WORK ITEM: Repeat the entries that follow from start to finish, keeping every character.

INPUT RECORDS:
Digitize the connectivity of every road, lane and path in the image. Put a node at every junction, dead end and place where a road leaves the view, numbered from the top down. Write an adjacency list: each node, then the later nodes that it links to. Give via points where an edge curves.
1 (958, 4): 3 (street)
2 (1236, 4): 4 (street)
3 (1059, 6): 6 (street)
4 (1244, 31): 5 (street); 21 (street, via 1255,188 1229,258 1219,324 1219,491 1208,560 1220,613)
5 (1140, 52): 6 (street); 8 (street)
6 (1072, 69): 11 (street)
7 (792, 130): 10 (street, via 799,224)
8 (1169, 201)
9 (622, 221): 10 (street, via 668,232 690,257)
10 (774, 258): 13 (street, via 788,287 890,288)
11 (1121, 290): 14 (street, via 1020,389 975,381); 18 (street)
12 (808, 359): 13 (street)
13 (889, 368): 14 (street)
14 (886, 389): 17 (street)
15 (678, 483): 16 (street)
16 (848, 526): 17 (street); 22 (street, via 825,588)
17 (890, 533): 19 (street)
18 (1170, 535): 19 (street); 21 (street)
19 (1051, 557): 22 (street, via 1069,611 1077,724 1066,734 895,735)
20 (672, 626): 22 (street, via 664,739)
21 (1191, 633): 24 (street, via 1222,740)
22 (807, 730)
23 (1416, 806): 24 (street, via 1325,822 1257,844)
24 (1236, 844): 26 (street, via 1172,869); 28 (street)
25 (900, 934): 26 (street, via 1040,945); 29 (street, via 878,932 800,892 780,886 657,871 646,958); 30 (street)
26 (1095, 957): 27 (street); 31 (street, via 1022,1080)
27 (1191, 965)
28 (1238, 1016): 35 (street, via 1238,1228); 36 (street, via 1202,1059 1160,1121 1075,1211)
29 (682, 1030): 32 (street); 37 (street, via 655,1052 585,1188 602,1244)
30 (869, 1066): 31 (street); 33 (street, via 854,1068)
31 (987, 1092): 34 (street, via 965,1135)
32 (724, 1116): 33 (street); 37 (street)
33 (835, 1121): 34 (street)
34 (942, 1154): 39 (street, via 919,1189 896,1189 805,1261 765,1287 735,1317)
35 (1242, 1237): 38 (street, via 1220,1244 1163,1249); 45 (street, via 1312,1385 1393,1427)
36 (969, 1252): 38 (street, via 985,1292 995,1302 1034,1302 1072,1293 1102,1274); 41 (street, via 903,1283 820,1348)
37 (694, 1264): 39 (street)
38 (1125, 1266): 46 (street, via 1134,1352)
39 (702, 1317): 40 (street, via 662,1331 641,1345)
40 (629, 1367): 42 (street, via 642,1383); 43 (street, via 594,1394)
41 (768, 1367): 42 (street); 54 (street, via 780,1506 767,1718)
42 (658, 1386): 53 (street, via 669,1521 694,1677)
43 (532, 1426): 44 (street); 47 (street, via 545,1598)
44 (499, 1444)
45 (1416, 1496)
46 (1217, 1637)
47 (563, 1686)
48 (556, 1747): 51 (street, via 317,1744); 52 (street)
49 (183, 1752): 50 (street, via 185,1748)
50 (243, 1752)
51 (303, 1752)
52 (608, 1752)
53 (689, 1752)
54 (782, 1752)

WRITTEN SOLUTION:
Digitize the connectivity of every road, lane and path in the image. Put a node at every junction, dead end and place where a road leaves the view, numbered from the top down. Write an adjacency list: each node, then the later nodes that it links to. Give via points where an edge curves.
1 (958, 4): 3 (street)
2 (1236, 4): 4 (street)
3 (1059, 6): 6 (street)
4 (1244, 31): 5 (street); 21 (street, via 1255,188 1229,258 1219,324 1219,491 1208,560 1220,613)
5 (1140, 52): 6 (street); 8 (street)
6 (1072, 69): 11 (street)
7 (792, 130): 10 (street, via 799,224)
8 (1169, 201)
9 (622, 221): 10 (street, via 668,232 690,257)
10 (774, 258): 13 (street, via 788,287 890,288)
11 (1121, 290): 14 (street, via 1020,389 975,381); 18 (street)
12 (808, 359): 13 (street)
13 (889, 368): 14 (street)
14 (886, 389): 17 (street)
15 (678, 483): 16 (street)
16 (848, 526): 17 (street); 22 (street, via 825,588)
17 (890, 533): 19 (street)
18 (1170, 535): 19 (street); 21 (street)
19 (1051, 557): 22 (street, via 1069,611 1077,724 1066,734 895,735)
20 (672, 626): 22 (street, via 664,739)
21 (1191, 633): 24 (street, via 1222,740)
22 (807, 730)
23 (1416, 806): 24 (street, via 1325,822 1257,844)
24 (1236, 844): 26 (street, via 1172,869); 28 (street)
25 (900, 934): 26 (street, via 1040,945); 29 (street, via 878,932 800,892 780,886 657,871 646,958); 30 (street)
26 (1095, 957): 27 (street); 31 (street, via 1022,1080)
27 (1191, 965)
28 (1238, 1016): 35 (street, via 1238,1228); 36 (street, via 1202,1059 1160,1121 1075,1211)
29 (682, 1030): 32 (street); 37 (street, via 655,1052 585,1188 602,1244)
30 (869, 1066): 31 (street); 33 (street, via 854,1068)
31 (987, 1092): 34 (street, via 965,1135)
32 (724, 1116): 33 (street); 37 (street)
33 (835, 1121): 34 (street)
34 (942, 1154): 39 (street, via 919,1189 896,1189 805,1261 765,1287 735,1317)
35 (1242, 1237): 38 (street, via 1220,1244 1163,1249); 45 (street, via 1312,1385 1393,1427)
36 (969, 1252): 38 (street, via 985,1292 995,1302 1034,1302 1072,1293 1102,1274); 41 (street, via 903,1283 820,1348)
37 (694, 1264): 39 (street)
38 (1125, 1266): 46 (street, via 1134,1352)
39 (702, 1317): 40 (street, via 662,1331 641,1345)
40 (629, 1367): 42 (street, via 642,1383); 43 (street, via 594,1394)
41 (768, 1367): 42 (street); 54 (street, via 780,1506 767,1718)
42 (658, 1386): 53 (street, via 669,1521 694,1677)
43 (532, 1426): 44 (street); 47 (street, via 545,1598)
44 (499, 1444)
45 (1416, 1496)
46 (1217, 1637)
47 (563, 1686)
48 (556, 1747): 51 (street, via 317,1744); 52 (street)
49 (183, 1752): 50 (street, via 185,1748)
50 (243, 1752)
51 (303, 1752)
52 (608, 1752)
53 (689, 1752)
54 (782, 1752)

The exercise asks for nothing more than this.